[Stored items]
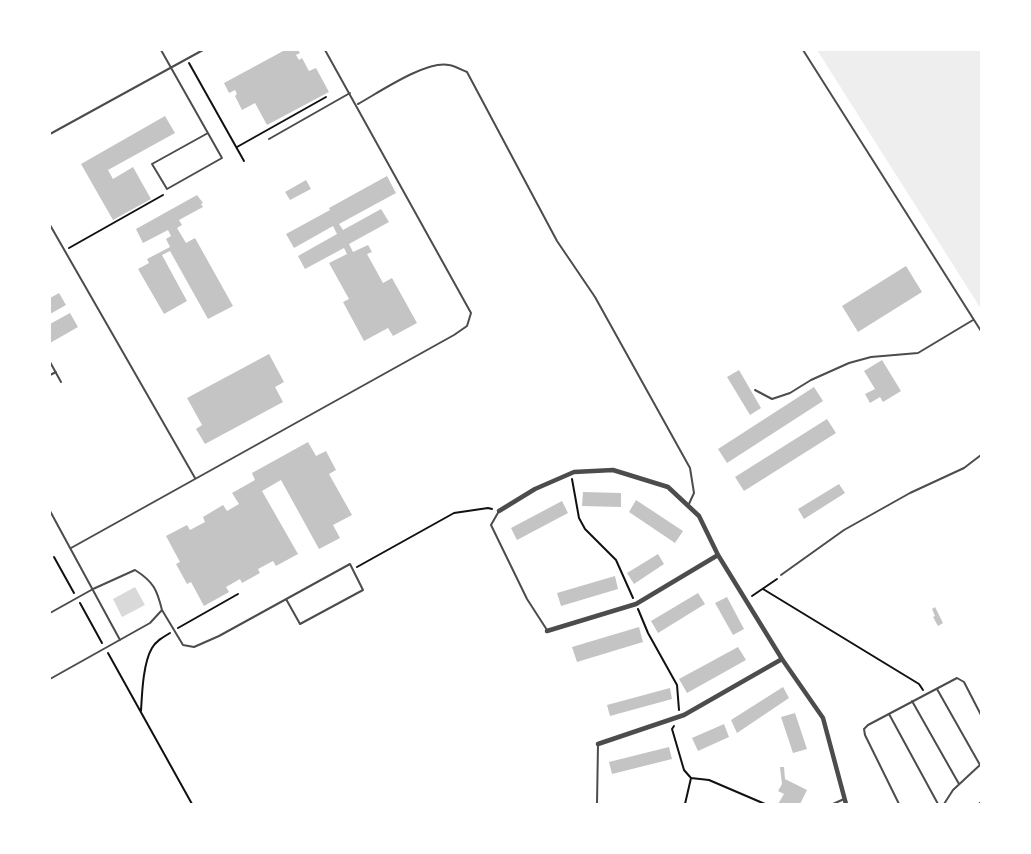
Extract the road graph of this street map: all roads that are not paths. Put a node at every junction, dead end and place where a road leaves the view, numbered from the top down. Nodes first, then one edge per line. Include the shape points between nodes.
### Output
1 (161, 50) edge
2 (203, 50) edge
3 (325, 50) edge
4 (803, 50) edge
5 (172, 67) junction
6 (350, 94) junction
7 (357, 105) junction
8 (208, 133) junction
9 (50, 134) edge
10 (269, 139) dead end
11 (50, 225) edge
12 (51, 231) edge
13 (973, 320) junction
14 (981, 331) edge
15 (50, 362) edge
16 (56, 372) junction
17 (50, 375) edge
18 (61, 382) dead end
19 (756, 390) dead end
20 (981, 455) edge
21 (195, 478) junction
22 (688, 506) junction
23 (50, 510) edge
24 (499, 511) joint
25 (71, 548) junction
26 (718, 555) junction
27 (782, 575) road end
28 (93, 588) junction
29 (286, 599) junction
30 (162, 610) junction
31 (50, 613) edge
32 (547, 630) joint
33 (120, 640) junction
34 (782, 659) junction
35 (50, 679) edge
36 (936, 688) junction
37 (912, 701) junction
38 (889, 714) junction
39 (981, 715) edge
40 (598, 744) joint
41 (980, 765) edge
42 (959, 784) junction
43 (845, 801) edge
44 (597, 804) edge
45 (833, 804) edge
46 (899, 804) edge
47 (938, 804) edge
48 (944, 804) edge

1 - 5 lane
2 - 5 lane
3 - 6 lane
4 - 13 lane
5 - 8 lane
5 - 9 lane
6 - 7 lane
6 - 10 lane
7 - 21 lane via 471,313 466,326
7 - 22 lane via 432,65 450,64 467,72 557,241 595,297 690,468 694,493
8 - 8 lane via 152,164 167,189 222,158
11 - 12 lane
12 - 21 lane
13 - 14 lane
13 - 19 lane via 918,353 871,357 849,363 772,399
15 - 16 lane
16 - 17 lane
16 - 18 lane
20 - 27 lane via 964,468 844,530
21 - 25 lane
22 - 24 street via 668,487 613,470 574,472 535,489
22 - 26 street via 699,516
23 - 25 lane
24 - 32 lane via 491,524 527,599
25 - 28 lane
26 - 32 street via 636,604
26 - 34 street
28 - 30 lane via 135,570 149,578 158,593
28 - 31 lane
28 - 33 lane
29 - 29 lane via 300,624 363,590 350,564
29 - 30 lane via 194,647 182,645
30 - 33 lane via 150,623
33 - 35 lane
34 - 40 street via 679,716
34 - 43 street via 823,718
36 - 37 lane
36 - 39 lane via 957,678 964,682
36 - 41 lane
37 - 38 lane
37 - 42 lane
38 - 46 lane via 868,725 864,735
38 - 47 lane
40 - 44 lane
41 - 42 lane
42 - 48 lane
43 - 45 lane

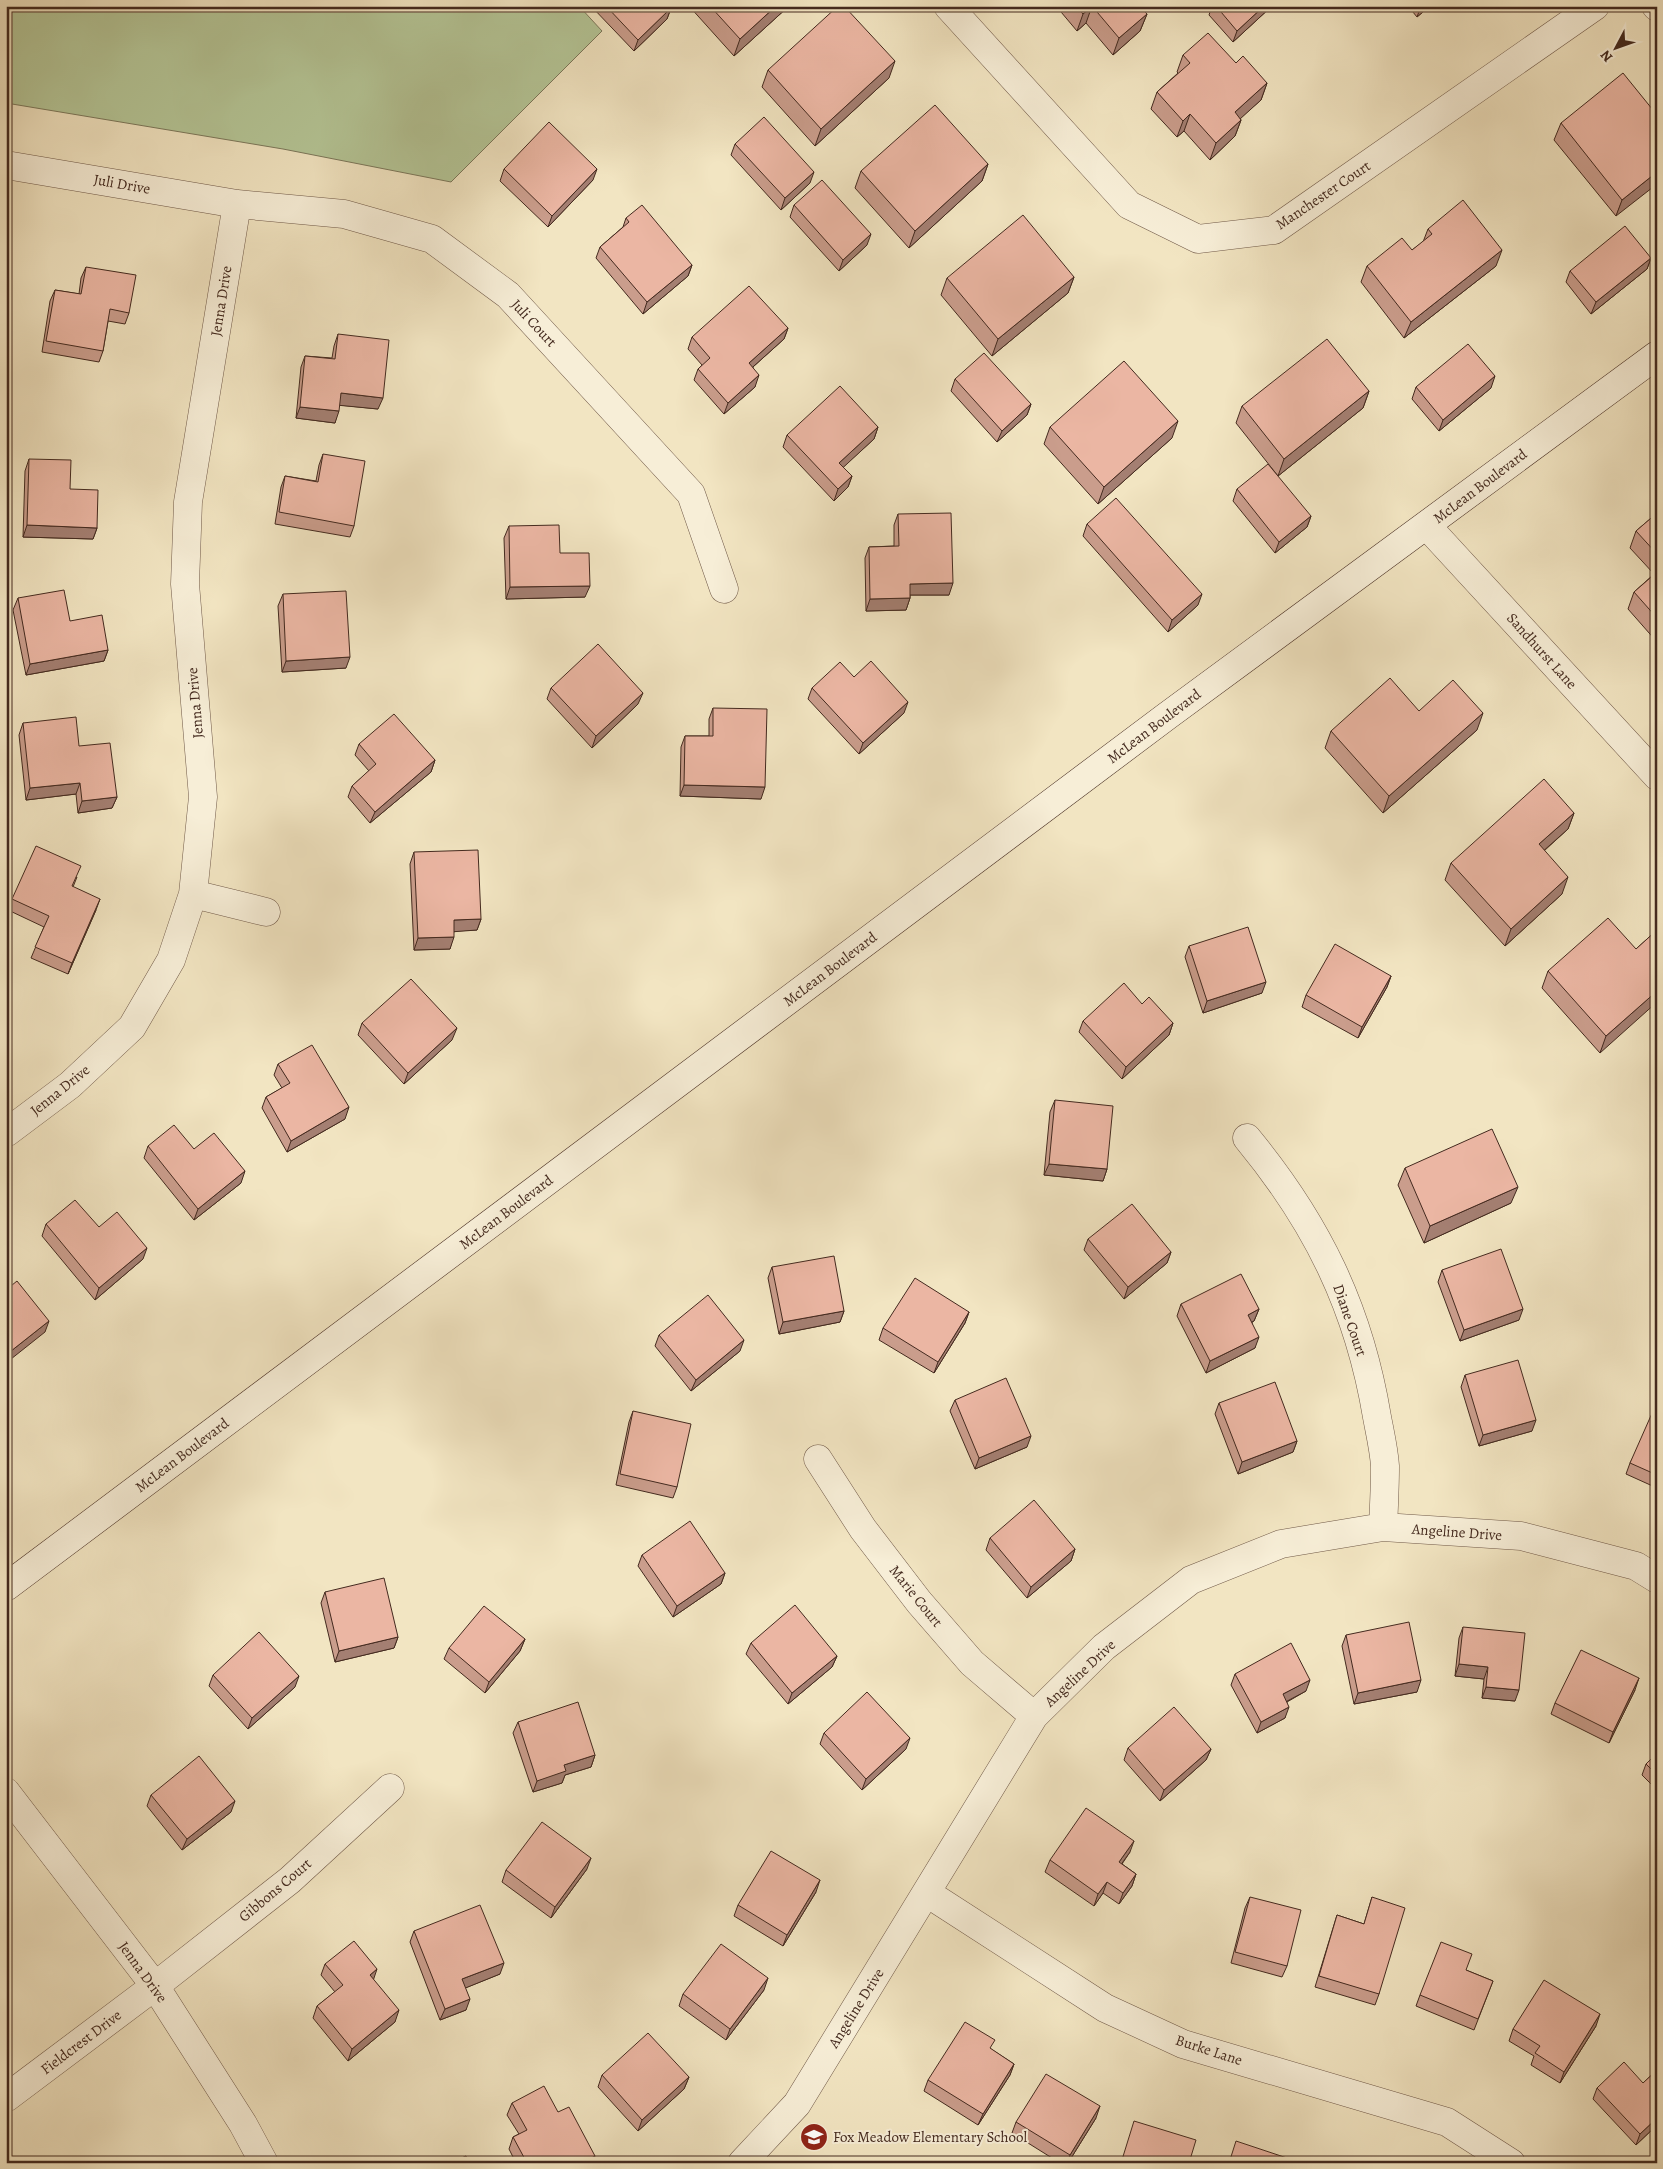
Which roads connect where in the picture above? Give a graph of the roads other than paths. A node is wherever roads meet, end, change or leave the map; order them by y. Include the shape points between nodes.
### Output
1 (948, 6) edge
2 (1595, 6) edge
3 (6, 165) edge
4 (237, 204) junction
5 (1657, 355) edge
6 (1427, 526) junction
7 (724, 589) dead end
8 (1657, 776) edge
9 (193, 894) junction
10 (266, 912) dead end
11 (6, 1133) edge
12 (1247, 1138) dead end
13 (818, 1460) dead end
14 (1384, 1527) junction
15 (1657, 1579) edge
16 (6, 1587) edge
17 (1034, 1716) junction
18 (390, 1788) dead end
19 (6, 1792) edge
20 (927, 1894) junction
21 (156, 1986) junction
22 (6, 2098) edge
23 (264, 2163) edge
24 (742, 2163) edge
25 (1510, 2163) edge

1 - 2 street, Manchester Court via 1130,205 1198,239 1274,230
3 - 4 street, Juli Drive
4 - 7 street, Juli Court via 344,214 432,239 508,295 691,494
4 - 9 street, Jenna Drive via 188,502 185,584 203,797
5 - 6 street, McLean Boulevard
6 - 8 street, Sandhurst Lane
6 - 16 street, McLean Boulevard via 1160,722
9 - 10 street
9 - 11 street, Jenna Drive via 171,960 132,1027 70,1085
12 - 14 street, Diane Court via 1281,1180 1310,1225 1354,1321 1372,1390 1385,1464
13 - 17 street, Marie Court via 863,1530 919,1602 972,1663
14 - 15 street, Angeline Drive via 1521,1536 1636,1566
14 - 17 street, Angeline Drive via 1281,1544 1191,1580 1104,1647
17 - 20 street, Angeline Drive
18 - 21 street, Gibbons Court via 290,1880
19 - 21 street, Jenna Drive
20 - 24 street, Angeline Drive via 797,2104
20 - 25 street, Burke Lane via 1106,2008 1183,2044 1447,2122
21 - 22 street, Fieldcrest Drive
21 - 23 street, Jenna Drive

▸ TO DO:
Please give the records again word for word, omitting all images.

▸ WORKED SOLUTION:
Extract the road graph of this street map: all roads that are not paths. Put a node at every junction, dead end and place where a road leaves the view, numbered from the top down. Nodes first, then one edge per line. Include the shape points between nodes.
### Output
1 (161, 50) edge
2 (203, 50) edge
3 (325, 50) edge
4 (803, 50) edge
5 (172, 67) junction
6 (350, 94) junction
7 (357, 105) junction
8 (208, 133) junction
9 (50, 134) edge
10 (269, 139) dead end
11 (50, 225) edge
12 (51, 231) edge
13 (973, 320) junction
14 (981, 331) edge
15 (50, 362) edge
16 (56, 372) junction
17 (50, 375) edge
18 (61, 382) dead end
19 (756, 390) dead end
20 (981, 455) edge
21 (195, 478) junction
22 (688, 506) junction
23 (50, 510) edge
24 (499, 511) joint
25 (71, 548) junction
26 (718, 555) junction
27 (782, 575) road end
28 (93, 588) junction
29 (286, 599) junction
30 (162, 610) junction
31 (50, 613) edge
32 (547, 630) joint
33 (120, 640) junction
34 (782, 659) junction
35 (50, 679) edge
36 (936, 688) junction
37 (912, 701) junction
38 (889, 714) junction
39 (981, 715) edge
40 (598, 744) joint
41 (980, 765) edge
42 (959, 784) junction
43 (845, 801) edge
44 (597, 804) edge
45 (833, 804) edge
46 (899, 804) edge
47 (938, 804) edge
48 (944, 804) edge

1 - 5 lane
2 - 5 lane
3 - 6 lane
4 - 13 lane
5 - 8 lane
5 - 9 lane
6 - 7 lane
6 - 10 lane
7 - 21 lane via 471,313 466,326
7 - 22 lane via 432,65 450,64 467,72 557,241 595,297 690,468 694,493
8 - 8 lane via 152,164 167,189 222,158
11 - 12 lane
12 - 21 lane
13 - 14 lane
13 - 19 lane via 918,353 871,357 849,363 772,399
15 - 16 lane
16 - 17 lane
16 - 18 lane
20 - 27 lane via 964,468 844,530
21 - 25 lane
22 - 24 street via 668,487 613,470 574,472 535,489
22 - 26 street via 699,516
23 - 25 lane
24 - 32 lane via 491,524 527,599
25 - 28 lane
26 - 32 street via 636,604
26 - 34 street
28 - 30 lane via 135,570 149,578 158,593
28 - 31 lane
28 - 33 lane
29 - 29 lane via 300,624 363,590 350,564
29 - 30 lane via 194,647 182,645
30 - 33 lane via 150,623
33 - 35 lane
34 - 40 street via 679,716
34 - 43 street via 823,718
36 - 37 lane
36 - 39 lane via 957,678 964,682
36 - 41 lane
37 - 38 lane
37 - 42 lane
38 - 46 lane via 868,725 864,735
38 - 47 lane
40 - 44 lane
41 - 42 lane
42 - 48 lane
43 - 45 lane

Which roads connect where in the picture above? Give a graph of the roads other than paths. A node is wherever roads meet, end, change or leave the map; order them by y. Include the shape points between nodes.
### Output
1 (948, 6) edge
2 (1595, 6) edge
3 (6, 165) edge
4 (237, 204) junction
5 (1657, 355) edge
6 (1427, 526) junction
7 (724, 589) dead end
8 (1657, 776) edge
9 (193, 894) junction
10 (266, 912) dead end
11 (6, 1133) edge
12 (1247, 1138) dead end
13 (818, 1460) dead end
14 (1384, 1527) junction
15 (1657, 1579) edge
16 (6, 1587) edge
17 (1034, 1716) junction
18 (390, 1788) dead end
19 (6, 1792) edge
20 (927, 1894) junction
21 (156, 1986) junction
22 (6, 2098) edge
23 (264, 2163) edge
24 (742, 2163) edge
25 (1510, 2163) edge

1 - 2 street, Manchester Court via 1130,205 1198,239 1274,230
3 - 4 street, Juli Drive
4 - 7 street, Juli Court via 344,214 432,239 508,295 691,494
4 - 9 street, Jenna Drive via 188,502 185,584 203,797
5 - 6 street, McLean Boulevard
6 - 8 street, Sandhurst Lane
6 - 16 street, McLean Boulevard via 1160,722
9 - 10 street
9 - 11 street, Jenna Drive via 171,960 132,1027 70,1085
12 - 14 street, Diane Court via 1281,1180 1310,1225 1354,1321 1372,1390 1385,1464
13 - 17 street, Marie Court via 863,1530 919,1602 972,1663
14 - 15 street, Angeline Drive via 1521,1536 1636,1566
14 - 17 street, Angeline Drive via 1281,1544 1191,1580 1104,1647
17 - 20 street, Angeline Drive
18 - 21 street, Gibbons Court via 290,1880
19 - 21 street, Jenna Drive
20 - 24 street, Angeline Drive via 797,2104
20 - 25 street, Burke Lane via 1106,2008 1183,2044 1447,2122
21 - 22 street, Fieldcrest Drive
21 - 23 street, Jenna Drive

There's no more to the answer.